Once upon a time--about 50 years ago--when there were fewer rich people and fewer poor people because there were fewer people, a portly Muslim sultan worth his weight in diamonds was the old Aga Khan. By now two generations have grown up too late to see the newsreel footage of that religious leader (who lived most of the time in France and never missed an important horse race in England) being celebrated by his Third World followers. They would hoist him up on one side of an enormous scale until his weight was balanced by heapings of precious jewels. To my generation that was the most vivid demonstration of the idea of “equal value.”

Toward the end of his life, as I remember, the Aga Khan was robbed of a small percentage of his jewels. One afternoon while his chauffeur was driving him and his wife on a mountainous road along the French Riviera, they were stopped in daylight by masked armed robbers who simply took all the jewelry that she, the Begum, was wearing and left causing no other harm. An editorial about this robbery, appearing in the New York Times, concluded with the judgment: “It couldn’t have happened to a richer man.”

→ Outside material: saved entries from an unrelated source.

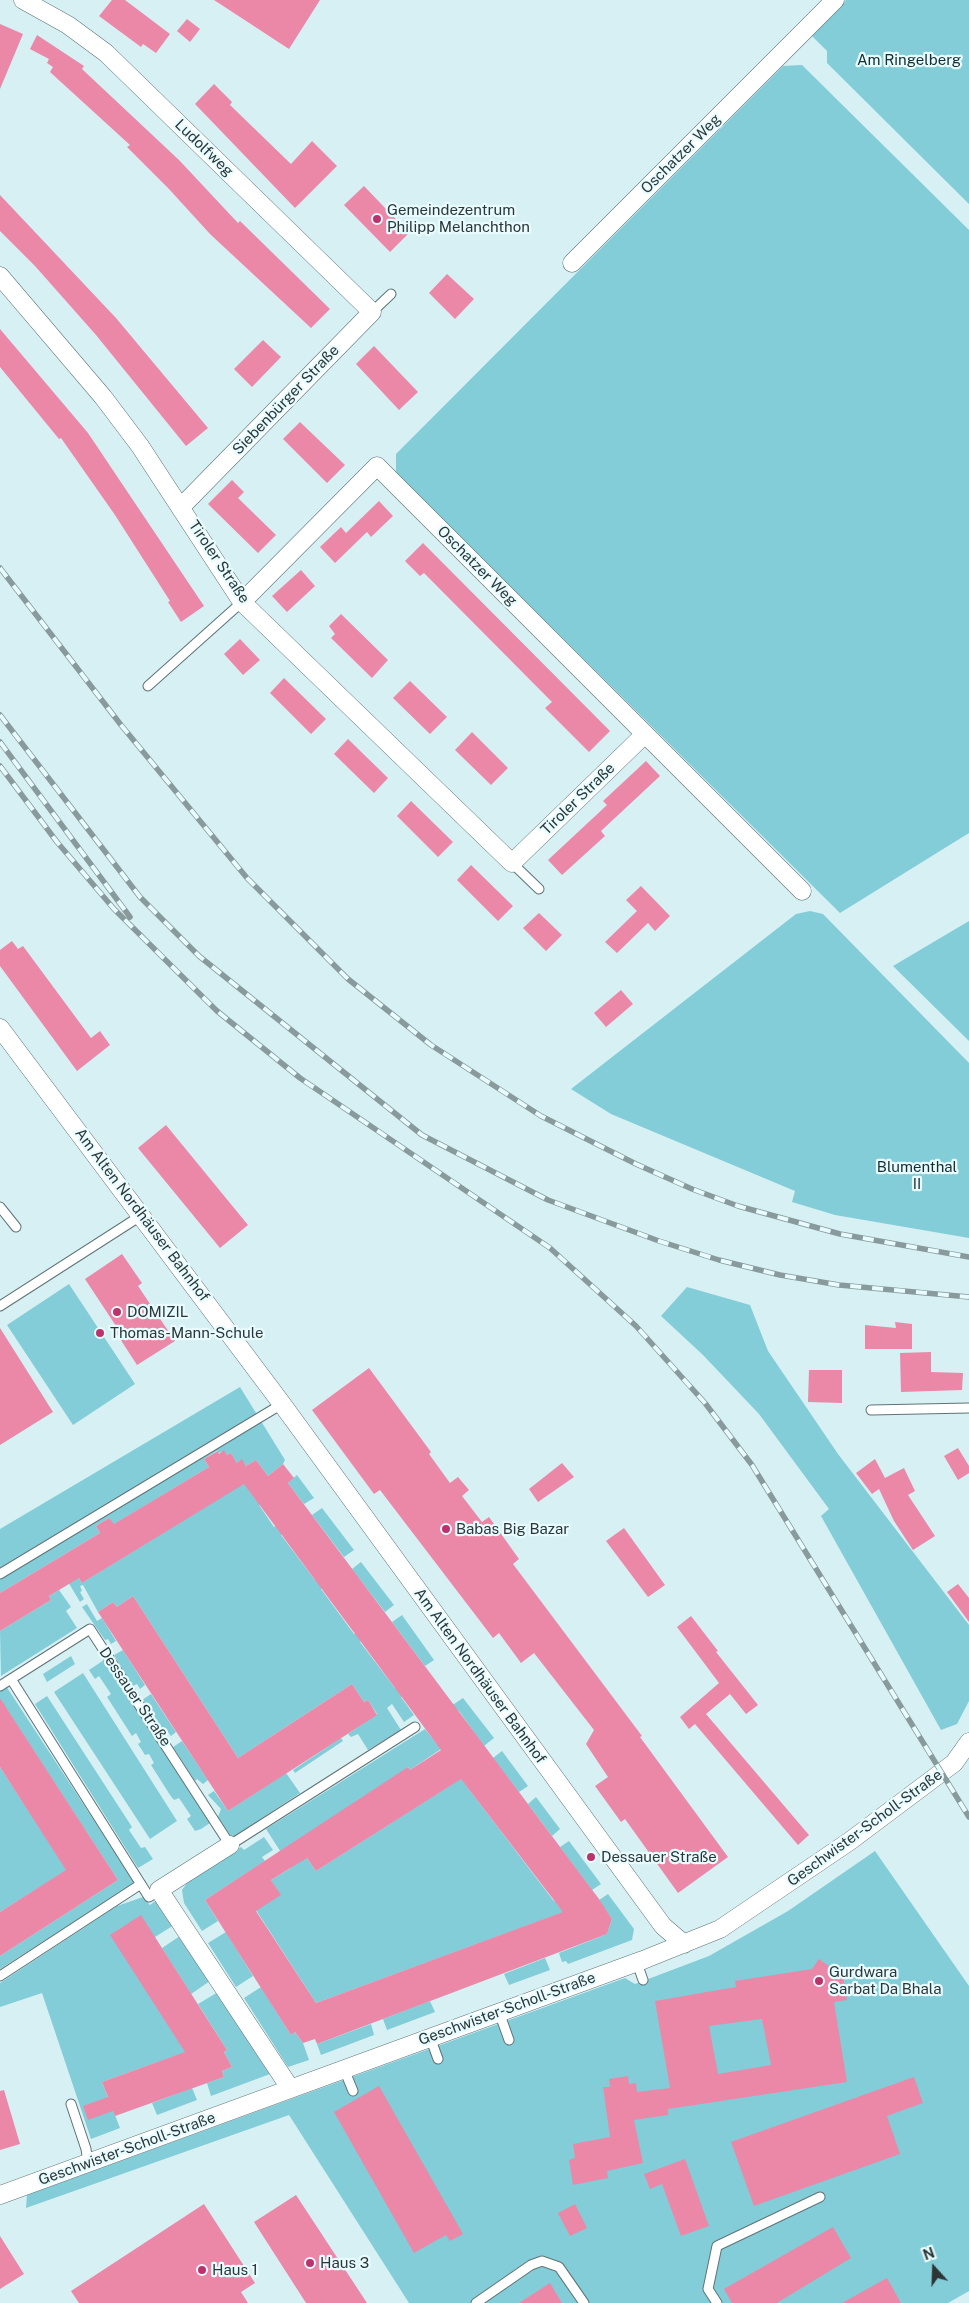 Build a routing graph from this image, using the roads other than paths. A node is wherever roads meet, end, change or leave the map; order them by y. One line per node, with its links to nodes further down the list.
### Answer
1 (23, 0): 6 (street, Ludolfweg)
2 (835, 0): 3 (street, Oschatzer Weg)
3 (572, 263)
4 (0, 276): 7 (street, Tiroler Straße)
5 (391, 294): 6 (lane, Siebenbürger Straße)
6 (372, 312): 7 (street, Siebenbürger Straße)
7 (182, 506): 8 (street, Tiroler Straße)
8 (242, 602): 9 (lane, Oschatzer Weg); 10 (street, Oschatzer Weg); 11 (street, Tiroler Straße)
9 (148, 686)
10 (645, 734): 11 (street, Tiroler Straße); 13 (street, Oschatzer Weg)
11 (512, 863): 12 (lane, Tiroler Straße)
12 (539, 889)
13 (802, 891)
14 (0, 1028): 16 (street, Am Alten Nordhäuser Bahnhof)
15 (0, 1207): 17 (lane)
16 (142, 1215): 18 (lane); 19 (street, Am Alten Nordhäuser Bahnhof)
17 (16, 1228)
18 (0, 1306)
19 (282, 1404): 22 (lane); 30 (street, Am Alten Nordhäuser Bahnhof)
20 (969, 1408): 21 (lane)
21 (871, 1410)
22 (0, 1574)
23 (11, 1679): 24 (lane, Dessauer Straße); 27 (lane, Dessauer Straße); 28 (lane)
24 (0, 1686)
25 (416, 1727): 27 (lane)
26 (969, 1742): 30 (street, Geschwister-Scholl-Straße)
27 (230, 1845): 29 (street)
28 (141, 1884): 29 (lane); 32 (lane)
29 (159, 1890): 39 (street)
30 (684, 1944): 31 (street, Geschwister-Scholl-Straße)
31 (636, 1962): 33 (lane); 34 (street, Geschwister-Scholl-Straße)
32 (0, 1976)
33 (643, 1980)
34 (499, 2012): 35 (street, Geschwister-Scholl-Straße); 36 (lane)
35 (430, 2038): 37 (lane); 38 (street, Geschwister-Scholl-Straße)
36 (509, 2040)
37 (438, 2059)
38 (344, 2069): 39 (street, Geschwister-Scholl-Straße); 40 (lane)
39 (290, 2088): 42 (street, Geschwister-Scholl-Straße)
40 (353, 2091)
41 (71, 2104): 42 (lane)
42 (88, 2163): 43 (street, Geschwister-Scholl-Straße)
43 (0, 2195)
44 (820, 2197): 47 (lane)
45 (476, 2303): 46 (lane)
46 (584, 2303)
47 (717, 2303) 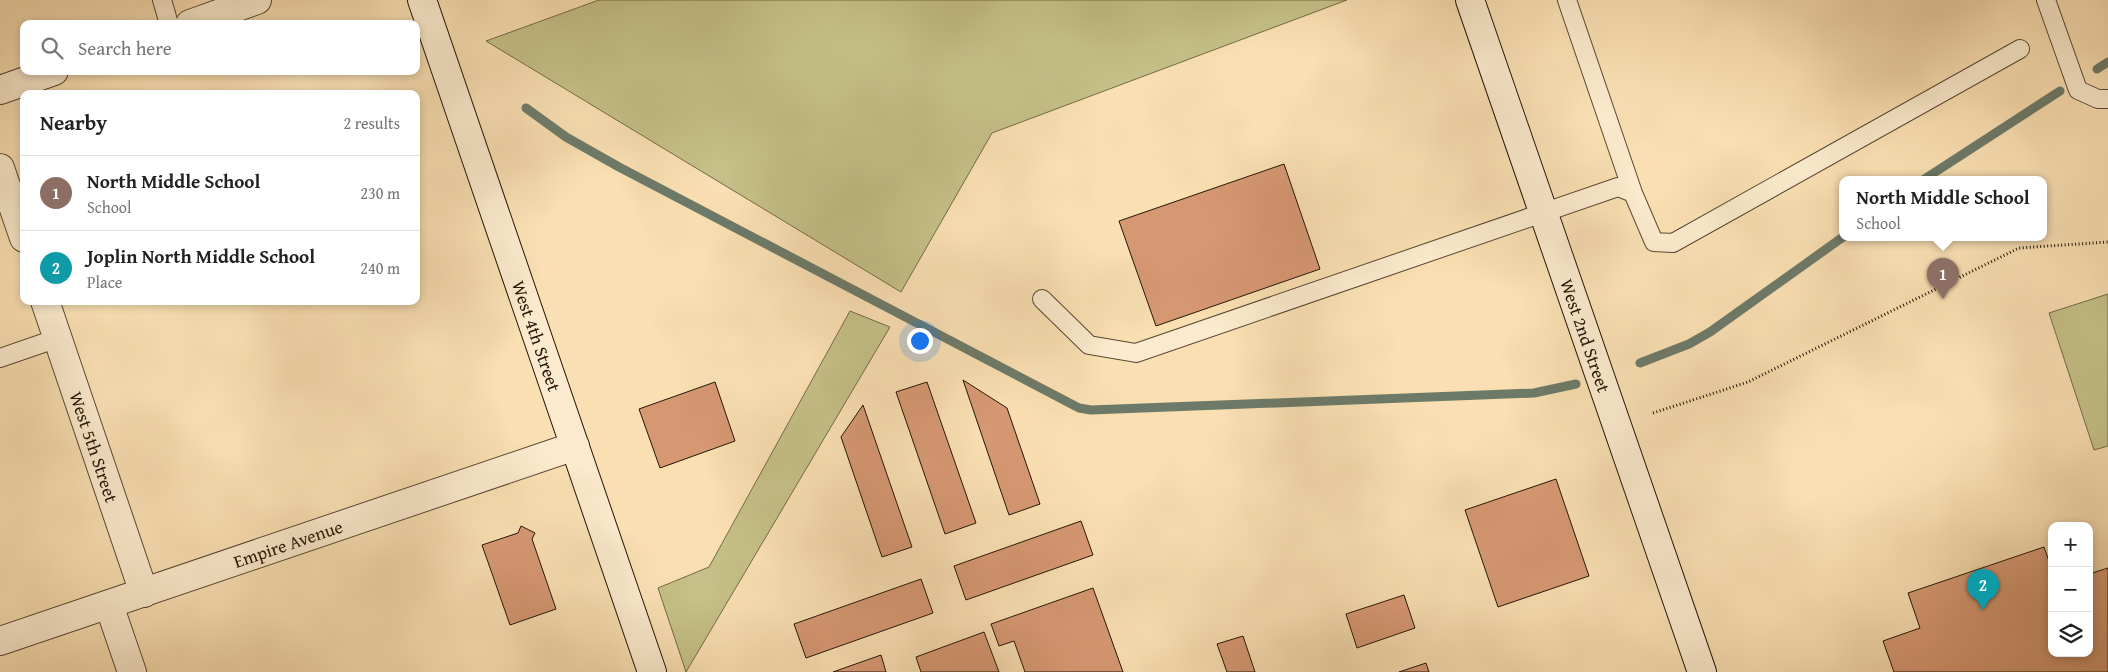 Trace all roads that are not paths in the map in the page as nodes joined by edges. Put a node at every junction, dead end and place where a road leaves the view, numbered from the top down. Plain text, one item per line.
1 (162, 0) edge
2 (257, 0) edge
3 (422, 0) edge
4 (1470, 0) edge
5 (1568, 0) edge
6 (2046, 0) edge
7 (168, 20) edge
8 (201, 20) edge
9 (2020, 49) dead end
10 (43, 75) edge
11 (0, 90) edge
12 (2108, 99) edge
13 (0, 168) edge
14 (1633, 193) junction
15 (1543, 212) junction
16 (20, 226) edge
17 (1042, 299) dead end
18 (46, 305) edge
19 (58, 338) junction
20 (0, 358) edge
21 (574, 446) junction
22 (144, 593) junction
23 (109, 605) junction
24 (0, 641) edge
25 (132, 672) edge
26 (652, 672) edge
27 (1702, 672) edge

1 - 7 lane
2 - 8 street
3 - 21 street, West 4th Street
4 - 15 street, West 2nd Street
5 - 14 lane
6 - 12 lane
9 - 14 lane
10 - 11 street
13 - 16 street
14 - 15 lane
15 - 17 lane
15 - 27 street, West 2nd Street
18 - 19 street, West 5th Street
19 - 20 lane
19 - 22 street, West 5th Street
21 - 22 street, Empire Avenue
21 - 26 street, West 4th Street
22 - 23 street, Empire Avenue
23 - 24 street, Empire Avenue
23 - 25 street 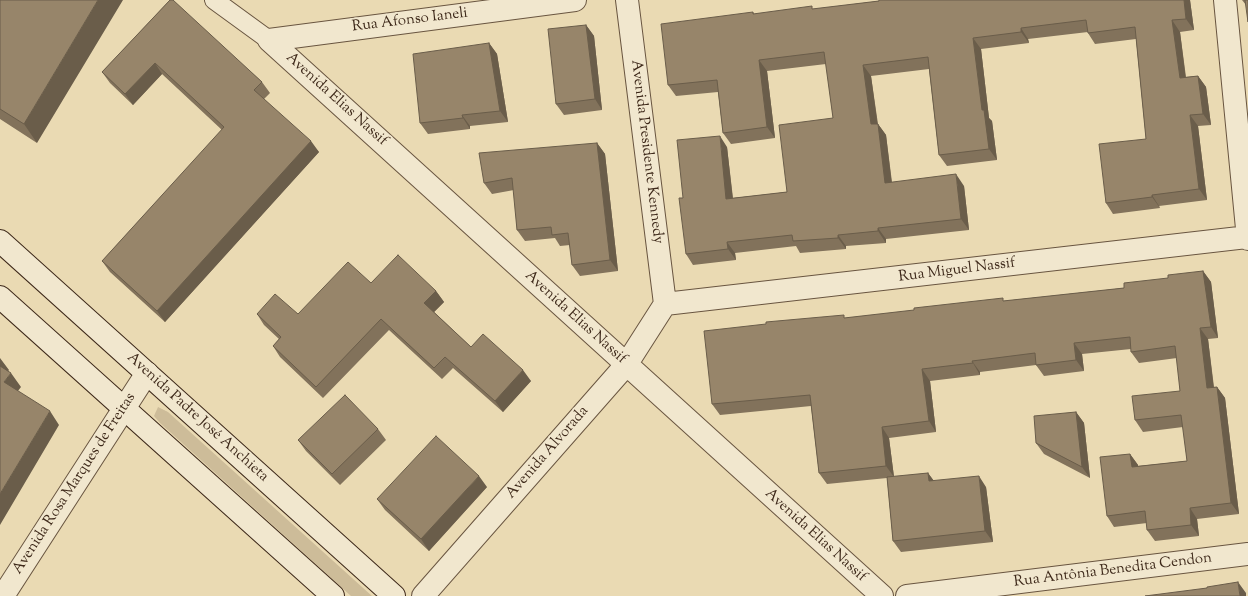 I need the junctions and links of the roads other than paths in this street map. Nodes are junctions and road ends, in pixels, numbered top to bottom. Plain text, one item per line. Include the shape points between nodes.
1 (214, 0) edge
2 (575, 0) edge
3 (627, 0) edge
4 (1225, 0) edge
5 (269, 40) junction
6 (1248, 237) edge
7 (0, 241) edge
8 (0, 297) edge
9 (665, 304) junction
10 (626, 365) junction
11 (147, 373) junction
12 (123, 408) junction
13 (1248, 554) edge
14 (3, 596) edge
15 (333, 596) edge
16 (394, 596) edge
17 (423, 596) edge
18 (882, 596) edge
19 (907, 596) edge

1 - 5 lane
2 - 5 street, Rua Afonso Ianeli
3 - 9 street, Avenida Presidente Kennedy
4 - 6 street
5 - 10 street, Avenida Elias Nassif
6 - 9 street, Rua Miguel Nassif
7 - 11 street, Avenida Padre José Anchieta
8 - 12 street
9 - 10 street, Avenida Alvorada
10 - 17 street, Avenida Alvorada
10 - 18 street, Avenida Elias Nassif
11 - 12 street, Avenida Rosa Marques de Freitas
11 - 16 street, Avenida Padre José Anchieta
12 - 14 street, Avenida Rosa Marques de Freitas
12 - 15 street
13 - 19 street, Rua Antônia Benedita Cendon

Now, for the benefit of those two generations of humanity-watchers deprived of such memories, the past few weeks have been marked by a great international spectacle of competition for conspicuous consumption among some of the richest people in the world today. They demonstrate how unbridgeable is the gap between a social or a generally agreed upon public value and somebody’s subjective idea of a reasonable price, confirming the absurdity of calculating a relation between the qualities of a work of art and the quantities of money that enable it to change hands, and achieving new distinctions in any book of world’s records concerning inflation.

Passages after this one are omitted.